[Dataset entries]

━━━━━━━━━━━━━━━━━━━━

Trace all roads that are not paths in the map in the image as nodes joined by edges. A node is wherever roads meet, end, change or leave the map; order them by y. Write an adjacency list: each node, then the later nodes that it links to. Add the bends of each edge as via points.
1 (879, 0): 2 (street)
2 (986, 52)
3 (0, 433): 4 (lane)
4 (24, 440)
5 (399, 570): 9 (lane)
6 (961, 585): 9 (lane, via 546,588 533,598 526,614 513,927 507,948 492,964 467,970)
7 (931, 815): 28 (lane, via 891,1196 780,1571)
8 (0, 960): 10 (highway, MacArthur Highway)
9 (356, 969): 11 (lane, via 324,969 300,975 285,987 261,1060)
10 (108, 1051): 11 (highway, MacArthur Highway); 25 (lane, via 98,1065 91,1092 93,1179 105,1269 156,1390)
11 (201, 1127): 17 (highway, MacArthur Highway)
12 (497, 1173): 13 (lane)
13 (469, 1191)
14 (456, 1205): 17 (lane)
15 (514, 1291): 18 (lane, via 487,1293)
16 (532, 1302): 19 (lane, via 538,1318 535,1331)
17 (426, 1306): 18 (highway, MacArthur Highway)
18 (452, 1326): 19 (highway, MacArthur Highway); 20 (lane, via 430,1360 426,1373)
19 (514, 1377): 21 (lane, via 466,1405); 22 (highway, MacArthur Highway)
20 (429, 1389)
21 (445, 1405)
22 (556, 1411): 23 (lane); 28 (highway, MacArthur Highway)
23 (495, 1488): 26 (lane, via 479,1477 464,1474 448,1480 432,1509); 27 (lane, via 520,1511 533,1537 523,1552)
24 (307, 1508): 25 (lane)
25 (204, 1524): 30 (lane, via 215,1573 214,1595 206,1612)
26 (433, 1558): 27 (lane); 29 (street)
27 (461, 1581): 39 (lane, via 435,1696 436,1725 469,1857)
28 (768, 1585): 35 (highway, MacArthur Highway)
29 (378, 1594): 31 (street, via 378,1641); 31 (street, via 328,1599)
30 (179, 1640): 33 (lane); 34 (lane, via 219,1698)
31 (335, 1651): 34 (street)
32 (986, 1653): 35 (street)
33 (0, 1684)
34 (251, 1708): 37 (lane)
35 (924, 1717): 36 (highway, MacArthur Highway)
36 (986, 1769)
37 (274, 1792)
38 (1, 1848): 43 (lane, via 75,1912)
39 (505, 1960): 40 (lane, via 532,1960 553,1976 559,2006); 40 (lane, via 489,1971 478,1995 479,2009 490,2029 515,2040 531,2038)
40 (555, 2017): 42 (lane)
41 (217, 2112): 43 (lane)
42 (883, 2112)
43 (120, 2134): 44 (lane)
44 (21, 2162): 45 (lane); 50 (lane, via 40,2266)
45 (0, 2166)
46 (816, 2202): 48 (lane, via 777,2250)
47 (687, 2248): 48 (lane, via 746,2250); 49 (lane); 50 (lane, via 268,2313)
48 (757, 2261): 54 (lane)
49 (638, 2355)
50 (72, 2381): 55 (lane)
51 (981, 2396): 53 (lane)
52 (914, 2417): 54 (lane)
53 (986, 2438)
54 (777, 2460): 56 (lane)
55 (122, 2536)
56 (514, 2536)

━━━━━━━━━━━━━━━━━━━━

### Activity
Find each line above that contains "street", and copy those lines.

### The completed task
1 (879, 0): 2 (street)
26 (433, 1558): 27 (lane); 29 (street)
29 (378, 1594): 31 (street, via 378,1641); 31 (street, via 328,1599)
31 (335, 1651): 34 (street)
32 (986, 1653): 35 (street)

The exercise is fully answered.